This means that, if you want to promote transit, it is better to have an integrated system, where there is no exchange. (Kanazawa's curse, which relies heavily on the buses leading to Kourinbou, which is separated from the main train station. and therefore the prefecture and the region as a whole.)

Having nods is not a bad thing, though. Having people change lines is an ideal way to promote centers. The quintessential nod in Japan, as you know, is the train station. The reason why it is so ingrained is because the train station is not simply where you get off the train, it is where you get off the train to, eventually, get on a local system to your little dwelling; that is, buses.

So, in Japan, train/metro system distinction notwithstanding, you generally have a system with three levels.

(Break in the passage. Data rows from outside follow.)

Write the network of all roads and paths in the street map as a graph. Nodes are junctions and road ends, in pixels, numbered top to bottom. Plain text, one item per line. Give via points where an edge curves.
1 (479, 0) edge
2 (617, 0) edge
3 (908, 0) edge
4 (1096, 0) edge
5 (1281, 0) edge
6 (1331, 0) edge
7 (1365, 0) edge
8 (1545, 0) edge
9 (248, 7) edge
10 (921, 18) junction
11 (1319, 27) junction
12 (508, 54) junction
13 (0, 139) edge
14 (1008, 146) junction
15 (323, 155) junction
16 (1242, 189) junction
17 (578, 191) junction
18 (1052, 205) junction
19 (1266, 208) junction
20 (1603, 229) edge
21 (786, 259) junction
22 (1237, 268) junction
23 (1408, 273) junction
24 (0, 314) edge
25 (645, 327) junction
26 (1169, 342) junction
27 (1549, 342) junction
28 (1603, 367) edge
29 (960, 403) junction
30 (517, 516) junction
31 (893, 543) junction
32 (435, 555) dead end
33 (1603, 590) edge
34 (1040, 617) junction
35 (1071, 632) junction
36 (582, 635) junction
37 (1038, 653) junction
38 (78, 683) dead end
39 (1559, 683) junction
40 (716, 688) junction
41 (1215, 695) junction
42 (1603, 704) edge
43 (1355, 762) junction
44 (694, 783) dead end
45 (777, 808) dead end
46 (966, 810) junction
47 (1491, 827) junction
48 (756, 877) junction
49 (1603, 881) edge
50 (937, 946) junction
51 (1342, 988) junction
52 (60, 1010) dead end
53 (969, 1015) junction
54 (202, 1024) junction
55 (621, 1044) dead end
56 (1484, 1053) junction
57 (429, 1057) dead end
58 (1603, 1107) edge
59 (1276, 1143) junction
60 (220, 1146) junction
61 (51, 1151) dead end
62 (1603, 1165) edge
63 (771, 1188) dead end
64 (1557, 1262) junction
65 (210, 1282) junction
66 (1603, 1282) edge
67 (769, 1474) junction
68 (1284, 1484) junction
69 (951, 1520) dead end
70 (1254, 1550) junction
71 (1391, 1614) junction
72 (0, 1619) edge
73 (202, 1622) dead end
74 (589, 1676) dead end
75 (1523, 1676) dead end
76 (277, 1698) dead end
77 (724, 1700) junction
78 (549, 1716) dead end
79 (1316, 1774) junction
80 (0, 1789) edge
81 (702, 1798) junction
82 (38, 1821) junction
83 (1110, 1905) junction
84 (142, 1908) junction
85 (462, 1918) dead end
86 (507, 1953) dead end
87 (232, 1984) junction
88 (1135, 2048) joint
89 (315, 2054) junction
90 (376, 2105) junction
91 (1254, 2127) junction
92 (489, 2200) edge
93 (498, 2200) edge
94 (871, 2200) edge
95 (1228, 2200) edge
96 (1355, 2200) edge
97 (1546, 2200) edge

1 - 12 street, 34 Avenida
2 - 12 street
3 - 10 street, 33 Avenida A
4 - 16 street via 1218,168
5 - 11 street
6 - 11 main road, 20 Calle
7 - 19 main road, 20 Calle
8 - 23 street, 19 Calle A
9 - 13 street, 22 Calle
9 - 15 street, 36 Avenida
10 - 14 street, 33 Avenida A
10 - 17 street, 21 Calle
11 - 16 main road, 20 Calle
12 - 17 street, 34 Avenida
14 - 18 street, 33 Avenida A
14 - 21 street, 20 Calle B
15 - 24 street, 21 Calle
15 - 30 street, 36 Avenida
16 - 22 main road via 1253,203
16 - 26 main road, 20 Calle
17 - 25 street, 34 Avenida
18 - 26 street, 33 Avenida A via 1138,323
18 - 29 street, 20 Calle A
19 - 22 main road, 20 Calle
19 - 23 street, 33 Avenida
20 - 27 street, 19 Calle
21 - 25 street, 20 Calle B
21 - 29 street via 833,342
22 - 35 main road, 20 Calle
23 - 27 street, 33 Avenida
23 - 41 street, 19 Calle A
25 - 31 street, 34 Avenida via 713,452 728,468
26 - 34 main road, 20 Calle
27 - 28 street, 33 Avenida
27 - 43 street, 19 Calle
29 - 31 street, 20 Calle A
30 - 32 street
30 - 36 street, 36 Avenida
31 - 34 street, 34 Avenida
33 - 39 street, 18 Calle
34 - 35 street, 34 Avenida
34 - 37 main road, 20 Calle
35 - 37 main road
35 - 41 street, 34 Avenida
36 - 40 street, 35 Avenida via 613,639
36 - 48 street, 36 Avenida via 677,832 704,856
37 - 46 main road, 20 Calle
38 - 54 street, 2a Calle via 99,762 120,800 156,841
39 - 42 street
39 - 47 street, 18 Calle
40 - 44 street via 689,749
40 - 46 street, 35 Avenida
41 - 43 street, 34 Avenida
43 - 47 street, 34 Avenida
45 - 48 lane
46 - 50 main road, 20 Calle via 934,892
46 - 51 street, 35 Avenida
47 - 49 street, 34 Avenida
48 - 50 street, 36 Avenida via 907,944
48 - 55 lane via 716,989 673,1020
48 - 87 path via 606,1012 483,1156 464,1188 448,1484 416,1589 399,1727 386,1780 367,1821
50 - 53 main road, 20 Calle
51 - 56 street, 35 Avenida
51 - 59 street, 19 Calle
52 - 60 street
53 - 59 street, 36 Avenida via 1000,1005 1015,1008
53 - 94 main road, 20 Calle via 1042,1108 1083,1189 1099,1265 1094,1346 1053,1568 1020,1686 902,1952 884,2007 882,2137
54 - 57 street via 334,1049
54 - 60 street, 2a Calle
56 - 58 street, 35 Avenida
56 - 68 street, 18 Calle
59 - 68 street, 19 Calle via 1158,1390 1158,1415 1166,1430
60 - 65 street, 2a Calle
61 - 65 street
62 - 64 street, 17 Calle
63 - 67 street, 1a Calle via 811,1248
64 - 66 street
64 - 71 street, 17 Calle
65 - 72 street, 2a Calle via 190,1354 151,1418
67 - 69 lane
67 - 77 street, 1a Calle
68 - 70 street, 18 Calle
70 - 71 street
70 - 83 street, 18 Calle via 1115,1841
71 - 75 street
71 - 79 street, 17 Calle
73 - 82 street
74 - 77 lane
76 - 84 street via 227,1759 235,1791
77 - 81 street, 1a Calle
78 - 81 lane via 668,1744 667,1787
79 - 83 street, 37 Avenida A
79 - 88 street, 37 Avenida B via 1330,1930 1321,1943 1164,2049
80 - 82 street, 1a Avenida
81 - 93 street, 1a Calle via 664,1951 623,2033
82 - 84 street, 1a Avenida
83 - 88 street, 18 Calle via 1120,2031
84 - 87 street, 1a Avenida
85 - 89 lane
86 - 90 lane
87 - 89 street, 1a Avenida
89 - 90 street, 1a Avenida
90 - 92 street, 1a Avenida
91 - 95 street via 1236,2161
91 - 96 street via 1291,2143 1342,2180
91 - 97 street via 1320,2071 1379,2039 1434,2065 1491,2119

The local level is the bus system; it shares the way with local delivery and other local transit, as there is not enough need to justify distinct systems at such a level (at least in residential areas; this is less true when you get near the nod, where distinct, separate bus lines might be a boon). Its purpose is to bring people from residential areas to hubs, and from hubs to to decentralized unspecialized industries (which, by virtue of being unspecialized, benefit best from decentralized locations, as the closer you are from downtown, the bigger the competition for space.)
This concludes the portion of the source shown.